▶ _Exercise brief_:
Each line that includes the word "Brasil" should be copied from the records.

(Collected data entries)
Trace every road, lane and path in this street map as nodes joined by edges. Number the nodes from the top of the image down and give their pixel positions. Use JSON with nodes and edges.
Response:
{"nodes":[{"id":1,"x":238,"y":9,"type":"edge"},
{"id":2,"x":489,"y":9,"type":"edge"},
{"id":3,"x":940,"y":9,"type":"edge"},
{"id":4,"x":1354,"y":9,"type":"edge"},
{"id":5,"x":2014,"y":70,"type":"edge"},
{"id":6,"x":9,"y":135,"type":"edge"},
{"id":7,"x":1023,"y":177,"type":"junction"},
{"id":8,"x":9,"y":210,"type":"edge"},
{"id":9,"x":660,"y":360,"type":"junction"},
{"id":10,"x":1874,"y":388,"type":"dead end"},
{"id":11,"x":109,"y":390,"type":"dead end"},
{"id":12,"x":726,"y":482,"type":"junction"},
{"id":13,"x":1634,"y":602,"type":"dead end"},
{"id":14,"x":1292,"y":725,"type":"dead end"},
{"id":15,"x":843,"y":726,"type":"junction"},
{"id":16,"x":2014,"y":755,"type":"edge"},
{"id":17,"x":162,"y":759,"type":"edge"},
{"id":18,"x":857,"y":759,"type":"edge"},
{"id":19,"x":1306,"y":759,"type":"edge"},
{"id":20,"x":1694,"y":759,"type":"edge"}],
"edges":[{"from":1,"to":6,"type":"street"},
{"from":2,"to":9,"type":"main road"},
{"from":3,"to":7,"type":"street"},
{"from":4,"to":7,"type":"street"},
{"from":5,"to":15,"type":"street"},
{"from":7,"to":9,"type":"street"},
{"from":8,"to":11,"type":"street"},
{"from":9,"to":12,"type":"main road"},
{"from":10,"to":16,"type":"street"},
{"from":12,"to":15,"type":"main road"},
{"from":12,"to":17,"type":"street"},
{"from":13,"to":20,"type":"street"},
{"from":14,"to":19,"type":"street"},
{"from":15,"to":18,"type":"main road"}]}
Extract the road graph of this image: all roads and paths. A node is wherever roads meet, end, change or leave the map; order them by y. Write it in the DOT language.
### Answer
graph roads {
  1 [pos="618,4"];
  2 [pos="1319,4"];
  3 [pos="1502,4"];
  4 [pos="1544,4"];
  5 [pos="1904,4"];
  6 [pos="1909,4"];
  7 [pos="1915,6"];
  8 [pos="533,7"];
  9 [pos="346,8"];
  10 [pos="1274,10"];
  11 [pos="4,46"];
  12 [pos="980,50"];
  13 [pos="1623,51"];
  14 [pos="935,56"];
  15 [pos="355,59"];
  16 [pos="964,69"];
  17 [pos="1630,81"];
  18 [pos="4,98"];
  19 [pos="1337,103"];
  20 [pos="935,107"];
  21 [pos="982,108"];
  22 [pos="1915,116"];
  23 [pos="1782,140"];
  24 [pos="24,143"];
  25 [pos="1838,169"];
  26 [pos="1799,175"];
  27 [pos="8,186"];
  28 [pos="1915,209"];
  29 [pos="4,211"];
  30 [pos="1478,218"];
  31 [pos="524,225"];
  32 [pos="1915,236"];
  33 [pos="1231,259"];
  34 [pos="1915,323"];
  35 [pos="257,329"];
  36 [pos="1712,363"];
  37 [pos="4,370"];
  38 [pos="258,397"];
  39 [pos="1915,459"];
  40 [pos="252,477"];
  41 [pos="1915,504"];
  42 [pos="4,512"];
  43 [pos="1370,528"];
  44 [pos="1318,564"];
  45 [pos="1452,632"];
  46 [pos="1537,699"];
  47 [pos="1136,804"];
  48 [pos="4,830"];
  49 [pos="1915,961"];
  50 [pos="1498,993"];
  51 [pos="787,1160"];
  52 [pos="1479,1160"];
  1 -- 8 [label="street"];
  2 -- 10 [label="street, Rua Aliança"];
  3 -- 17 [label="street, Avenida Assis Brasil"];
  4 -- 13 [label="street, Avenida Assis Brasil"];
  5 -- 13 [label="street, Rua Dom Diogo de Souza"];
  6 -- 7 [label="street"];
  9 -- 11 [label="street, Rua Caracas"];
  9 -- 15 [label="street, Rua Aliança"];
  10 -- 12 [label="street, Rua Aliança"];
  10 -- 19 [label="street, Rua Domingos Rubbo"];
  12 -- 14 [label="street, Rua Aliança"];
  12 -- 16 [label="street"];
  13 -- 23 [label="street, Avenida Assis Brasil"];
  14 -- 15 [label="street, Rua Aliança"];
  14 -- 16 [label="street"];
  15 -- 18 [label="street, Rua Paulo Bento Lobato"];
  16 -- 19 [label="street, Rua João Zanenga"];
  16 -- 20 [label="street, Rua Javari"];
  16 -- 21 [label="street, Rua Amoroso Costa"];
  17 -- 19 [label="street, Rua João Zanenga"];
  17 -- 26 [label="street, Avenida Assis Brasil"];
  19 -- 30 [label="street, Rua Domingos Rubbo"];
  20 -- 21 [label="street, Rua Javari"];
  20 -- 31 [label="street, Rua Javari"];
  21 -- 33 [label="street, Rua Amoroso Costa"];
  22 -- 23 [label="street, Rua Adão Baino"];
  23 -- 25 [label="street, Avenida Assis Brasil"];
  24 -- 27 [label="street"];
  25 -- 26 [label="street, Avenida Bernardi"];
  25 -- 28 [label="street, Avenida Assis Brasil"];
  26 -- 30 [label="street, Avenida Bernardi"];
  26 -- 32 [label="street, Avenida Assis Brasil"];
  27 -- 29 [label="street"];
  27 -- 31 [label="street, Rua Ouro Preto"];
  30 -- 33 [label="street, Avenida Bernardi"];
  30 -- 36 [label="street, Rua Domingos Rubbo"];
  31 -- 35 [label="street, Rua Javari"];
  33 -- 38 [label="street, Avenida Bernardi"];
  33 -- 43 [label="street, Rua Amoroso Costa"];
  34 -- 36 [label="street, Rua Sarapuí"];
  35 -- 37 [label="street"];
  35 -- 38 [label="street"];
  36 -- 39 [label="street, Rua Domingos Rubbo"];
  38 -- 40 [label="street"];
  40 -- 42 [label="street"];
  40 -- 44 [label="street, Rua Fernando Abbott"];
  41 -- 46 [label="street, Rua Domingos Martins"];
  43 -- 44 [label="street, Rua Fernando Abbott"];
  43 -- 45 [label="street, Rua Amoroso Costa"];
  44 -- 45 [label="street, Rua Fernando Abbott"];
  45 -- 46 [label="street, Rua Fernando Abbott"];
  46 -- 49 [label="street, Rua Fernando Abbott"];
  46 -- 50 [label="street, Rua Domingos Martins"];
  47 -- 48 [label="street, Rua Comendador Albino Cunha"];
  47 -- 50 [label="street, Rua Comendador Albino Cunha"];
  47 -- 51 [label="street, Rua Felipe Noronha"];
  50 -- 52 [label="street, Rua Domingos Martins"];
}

▶ _Solution for this exercise_:
  3 -- 17 [label="street, Avenida Assis Brasil"];
  4 -- 13 [label="street, Avenida Assis Brasil"];
  13 -- 23 [label="street, Avenida Assis Brasil"];
  17 -- 26 [label="street, Avenida Assis Brasil"];
  23 -- 25 [label="street, Avenida Assis Brasil"];
  25 -- 28 [label="street, Avenida Assis Brasil"];
  26 -- 32 [label="street, Avenida Assis Brasil"];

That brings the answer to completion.